When winter comes, this town turns into an iceburg.
I want to tell you an excellent ice pun, but the problem is that it’s just slipped my mind.
What time is it when little white flakes fall past the classroom window?
Snow and Tell
You don’t like my winter pun? How cold!
Why did the boy keep his trumpet in the freezer?
Because he likes cool music...
Ice simply love it when it snows!
Why is winter the least popular time of year for a wedding?
Because the grooms always get cold feet!
What did the Austrian skier yell when he sprained his ankle?
“Alp!”
Who’s at the door?
It’s snowbody.
What do you say when you want to break the ice with someone?
Ice to meet you!
Feeling cold? Go stand in the corner. It’s 90 degrees.

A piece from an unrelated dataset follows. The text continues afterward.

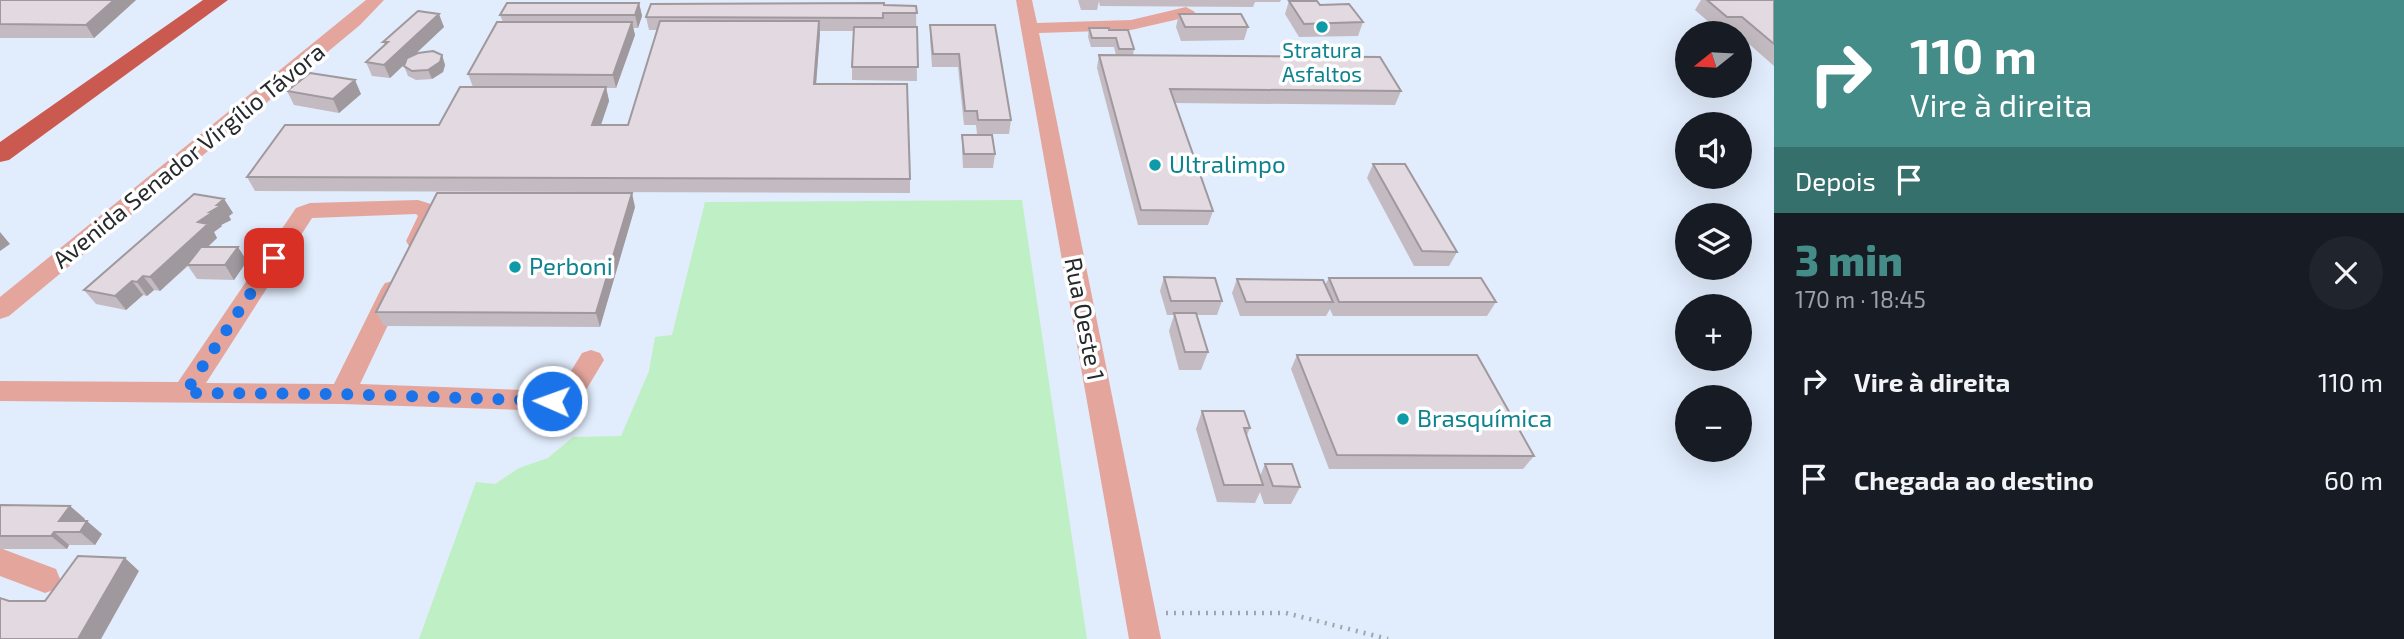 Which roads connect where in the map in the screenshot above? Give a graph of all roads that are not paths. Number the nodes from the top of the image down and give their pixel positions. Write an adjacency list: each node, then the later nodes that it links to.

The snowman's favorite side dish is iceberg salad.
What do you call a snowman party?
A snowball.
What do you call a dollar bill frozen in ice?
Cold, hard cash!
Why did Billy make a bunch of snowmen to be his friends?

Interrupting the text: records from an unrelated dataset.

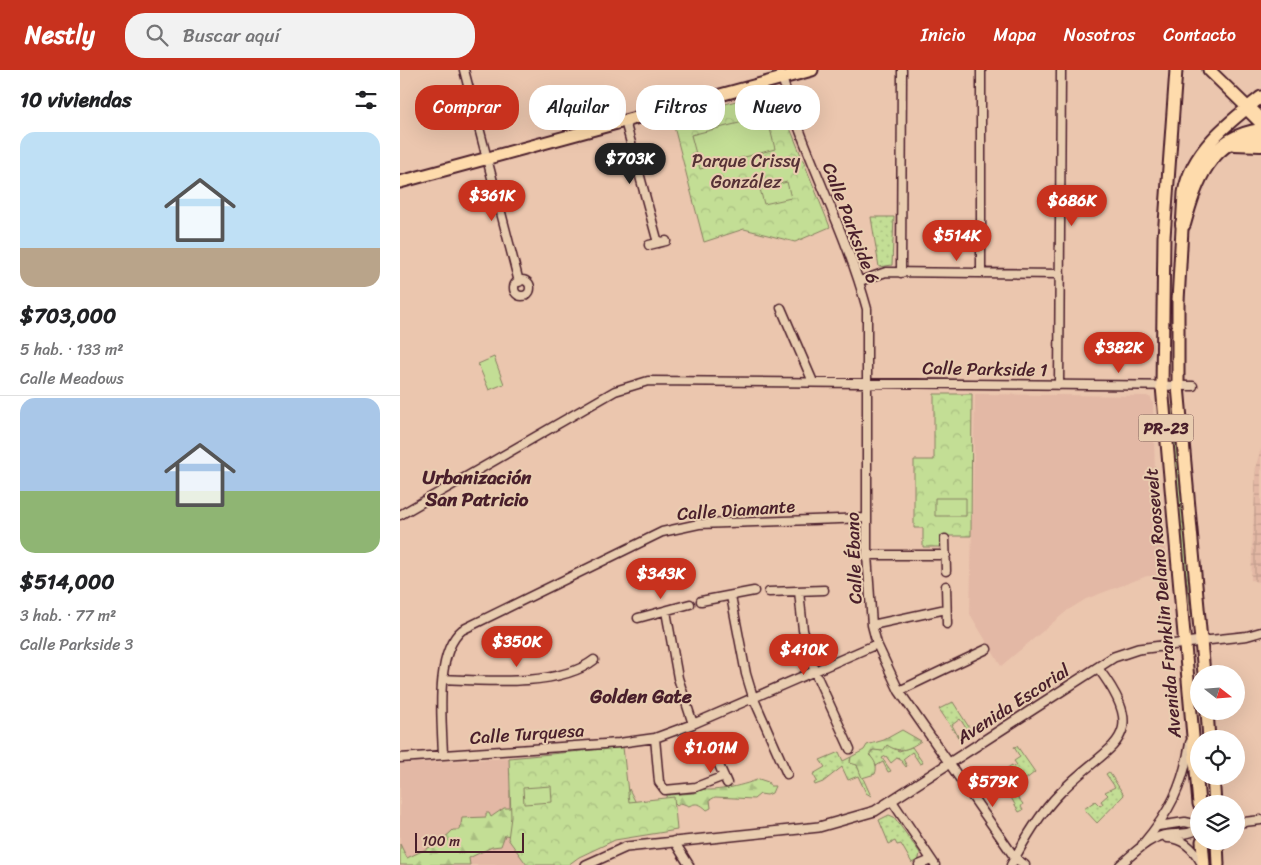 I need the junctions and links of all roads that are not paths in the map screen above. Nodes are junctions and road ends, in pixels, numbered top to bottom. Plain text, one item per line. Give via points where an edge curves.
1 (464, 70) edge
2 (812, 70) edge
3 (902, 70) edge
4 (981, 70) edge
5 (1062, 70) edge
6 (1176, 70) edge
7 (1209, 70) edge
8 (781, 74) edge
9 (1261, 97) edge
10 (1247, 108) junction
11 (626, 120) edge
12 (1261, 121) edge
13 (626, 128) edge
14 (591, 130) edge
15 (1261, 131) edge
16 (1228, 144) junction
17 (1261, 144) edge
18 (487, 158) junction
19 (400, 182) edge
20 (1183, 224) junction
21 (658, 243) dead end
22 (901, 272) junction
23 (981, 273) junction
24 (1060, 274) junction
25 (860, 281) junction
26 (519, 282) dead end
27 (782, 308) dead end
28 (813, 382) junction
29 (868, 383) junction
30 (1060, 385) junction
31 (1162, 386) junction
32 (1178, 386) junction
33 (1193, 386) dead end
34 (400, 515) edge
35 (867, 518) junction
36 (946, 539) dead end
37 (867, 555) junction
38 (946, 555) junction
39 (946, 571) dead end
40 (946, 586) dead end
41 (824, 590) dead end
42 (754, 591) dead end
43 (798, 591) junction
44 (769, 592) dead end
45 (731, 596) junction
46 (701, 601) dead end
47 (690, 604) dead end
48 (946, 609) junction
49 (666, 611) junction
50 (638, 618) dead end
51 (947, 624) dead end
52 (872, 625) junction
53 (1261, 632) edge
54 (1202, 641) junction
55 (1184, 643) junction
56 (877, 644) junction
57 (986, 649) dead end
58 (594, 660) dead end
59 (1203, 665) edge
60 (1098, 668) junction
61 (814, 670) junction
62 (443, 679) junction
63 (900, 691) junction
64 (753, 697) junction
65 (692, 724) junction
66 (1192, 730) edge
67 (655, 738) junction
68 (1190, 743) edge
69 (850, 749) dead end
70 (443, 755) junction
71 (715, 756) dead end
72 (400, 758) edge
73 (949, 765) junction
74 (787, 774) dead end
75 (892, 801) junction
76 (1261, 820) edge
77 (1245, 821) edge
78 (1190, 823) edge
79 (1158, 826) junction
80 (1190, 832) edge
81 (674, 841) junction
82 (1142, 846) junction
83 (1202, 850) edge
84 (1217, 850) edge
85 (1013, 861) edge
86 (933, 862) edge
87 (586, 865) edge
88 (689, 865) edge
89 (919, 865) edge
90 (1025, 865) edge
91 (1120, 865) edge
92 (1203, 865) edge
93 (1218, 865) edge

1 - 18 street
2 - 8 main road
3 - 22 street
4 - 23 street
5 - 24 street
6 - 31 main road, Avenida Franklin Delano Roosevelt / PR-23 via 1164,237
7 - 10 main road
8 - 11 main road
8 - 25 street, Calle Parkside 6 via 802,139
9 - 10 main road, Avenida Franklin Delano Roosevelt / PR-23
10 - 12 highway
10 - 20 main road, Avenida Franklin Delano Roosevelt / PR-23 via 1192,165 1187,178
13 - 21 street
14 - 18 main road
15 - 16 highway
16 - 17 highway
16 - 20 highway via 1206,164 1196,180
18 - 19 main road
18 - 26 street
20 - 32 main road, Avenida Franklin Delano Roosevelt / PR-23 via 1178,301
22 - 23 street
22 - 25 street via 886,272
23 - 24 street
24 - 30 street
25 - 29 street, Calle Parkside 6 via 867,309
27 - 28 street
28 - 29 street, Calle Parkside 1
28 - 34 street, Calle Parkside 1 via 702,380 638,383 615,391
29 - 30 street, Calle Parkside 1
29 - 35 street, Calle Ébano
30 - 31 street, Calle Parkside 1
31 - 32 street, Calle Parkside 1
31 - 55 main road, Avenida Franklin Delano Roosevelt / PR-23
32 - 33 street, Calle Parkside 1
32 - 54 main road, Avenida Franklin Delano Roosevelt / PR-23
35 - 37 street, Calle Ébano
35 - 62 street, Calle Diamante via 699,524 662,532 462,630 446,651
36 - 38 street
37 - 38 street
37 - 52 street, Calle Ébano
38 - 39 street
40 - 48 street
41 - 43 street
42 - 45 street
43 - 44 street
43 - 61 street via 803,630
45 - 46 street
45 - 64 street via 740,652
47 - 49 street
48 - 51 street
48 - 52 street
49 - 50 street
49 - 65 street via 678,678
52 - 56 street, Calle Ébano
53 - 54 street, Avenida Escorial
54 - 55 street, Avenida Escorial
54 - 59 main road, Avenida Franklin Delano Roosevelt / PR-23
55 - 60 street, Avenida Escorial via 1126,652
55 - 66 main road, Avenida Franklin Delano Roosevelt / PR-23
56 - 61 street, Calle Turquesa
56 - 63 street, Calle Ébano
57 - 63 street
58 - 62 street via 560,676 491,681
60 - 73 street, Avenida Escorial
60 - 85 street via 1120,702 1123,714 1119,737 1106,755 1060,792
61 - 64 street, Calle Turquesa
61 - 69 street
62 - 70 street, Calle Diamante
63 - 73 street, Calle Ébano
64 - 65 street, Calle Turquesa
64 - 74 street
65 - 67 street, Calle Turquesa
67 - 70 street, Calle Turquesa
67 - 71 street via 659,782 665,790 696,787 726,779
68 - 79 street via 1176,796
70 - 72 street, Calle Turquesa
73 - 75 street, Avenida Escorial
73 - 85 street, Calle Ébano
75 - 81 street, Avenida Escorial via 860,816 819,828
75 - 86 street
76 - 77 street
78 - 79 street
79 - 82 street
80 - 82 street via 1160,836
81 - 87 street, Avenida Escorial via 626,848
81 - 88 street
82 - 91 street
82 - 92 street via 1160,838 1176,839 1194,851
83 - 92 main road
84 - 93 main road
85 - 90 street, Calle Ébano
86 - 89 street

Because he wanted to hang with the cool kids!
Can I Alp you?
The abdominal snowman is just a snowman with a six-pack.
If snowmen can’t ride bicycles, tricycles, or unicycles, what can they ride?
Icicles!
The snowman keeps having tantrums, they're real meltdowns!
Did you hear about the emperor penguin?
He had a freezing reign!
An ig is just a snow house without a loo!

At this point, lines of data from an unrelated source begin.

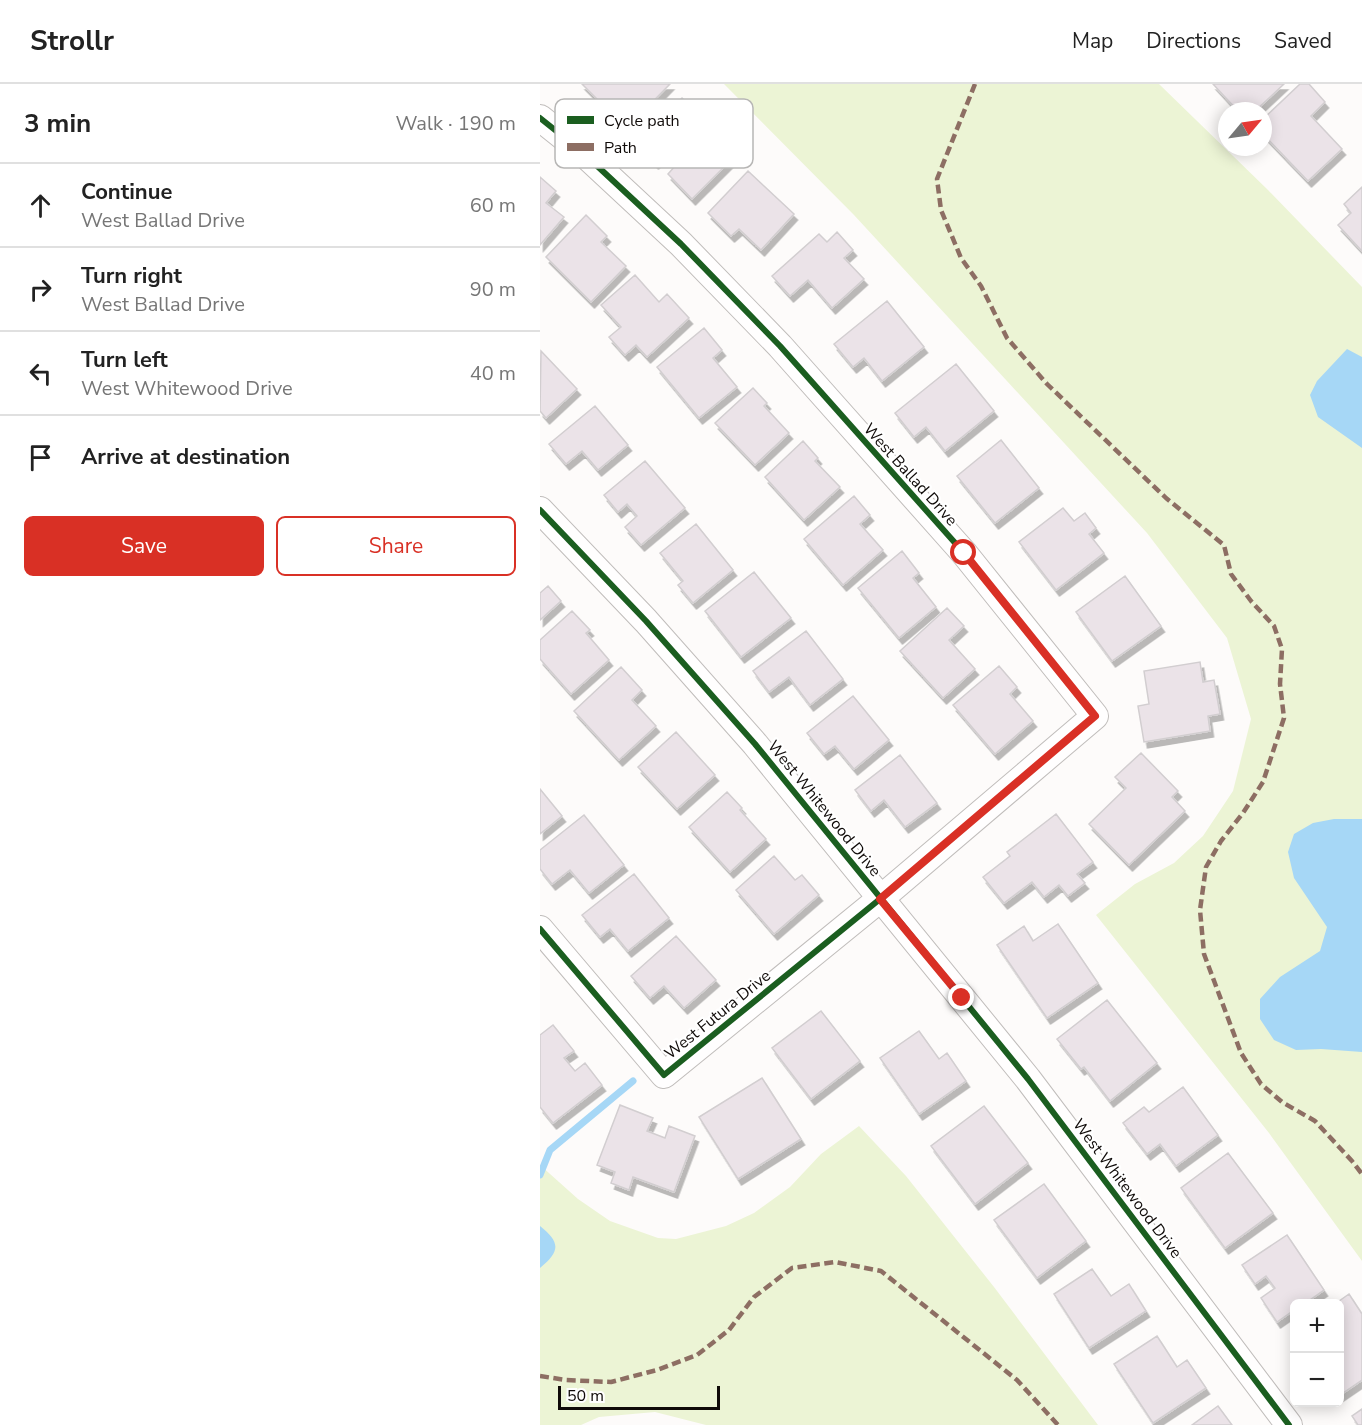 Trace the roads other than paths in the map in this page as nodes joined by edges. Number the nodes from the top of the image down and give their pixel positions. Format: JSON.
{"nodes":[{"id":1,"x":540,"y":118,"type":"edge"},
{"id":2,"x":555,"y":130,"type":"edge"},
{"id":3,"x":599,"y":168,"type":"edge"},
{"id":4,"x":540,"y":510,"type":"edge"},
{"id":5,"x":880,"y":899,"type":"junction"},
{"id":6,"x":540,"y":929,"type":"edge"},
{"id":7,"x":1288,"y":1425,"type":"edge"}],
"edges":[{"from":1,"to":2,"type":"street","name":"West Ballad Drive"},
{"from":3,"to":5,"type":"street","name":"West Ballad Drive"},
{"from":4,"to":5,"type":"street","name":"West Whitewood Drive"},
{"from":5,"to":6,"type":"street","name":"West Futura Drive"},
{"from":5,"to":7,"type":"street","name":"West Whitewood Drive"}]}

The best way to get back at someone is to push them in the snow; after all, revenge is a dish best served cold.
I just wanted to make a good frost impression.
What did the man say after spending hours skiing?
"I'm starving, can I avalanche?"
What do you call a glove combined with a snake?
Smitten.
The cold weather always comes towards the end of the year weather you like it or not.
What kind of soup can you make with cool beans?
Chilly!
What is red, white, and blue over winter break?
A sad candy cane.
How do Eskimos make their beds?
With sheets of ice and blankets of snow.
You’re sledding a fine line there.
If you're alone and get too cold, you might become ice-olated.
I usually prefer cold weather, but only to a certain degree.
What does a gingerbread man put on his bed?
A cookie sheet!
What can you catch in the winter with your eyes closed?
A cold.
Variety is the ice of life.
If you cross a bee and a lizard, you'll get a blizzard!
I snuggle to get through these winter days.
What’s the difference between a Christmas alphabet and the regular alphabet?
The Christmas alphabet has Noel.
I came, I thaw, I conquered.
What falls in the winter but never gets hurt?
Snow.
Let’s list the froze and cons.
What sort of ball doesn’t bounce?
A snowball!
No one likes eating outside in the winter.
It’s frost come, frost served.
What did the icy road say to the car?
“Want to go for a spin?”
What do you get from sitting on the snow too long?
Polaroids!
Why are winter days great?
They’re snow much fun!
What do you call ten arctic hares hopping backward through the snow?
A receding hare line.
What do you call one day below freezing and the next day at 70 degrees?
“It’s snowing today, but water you doing tomorrow?”
What’s the difference between an iceberg and a clothes brush?
One crushes boats and the other brushes coats!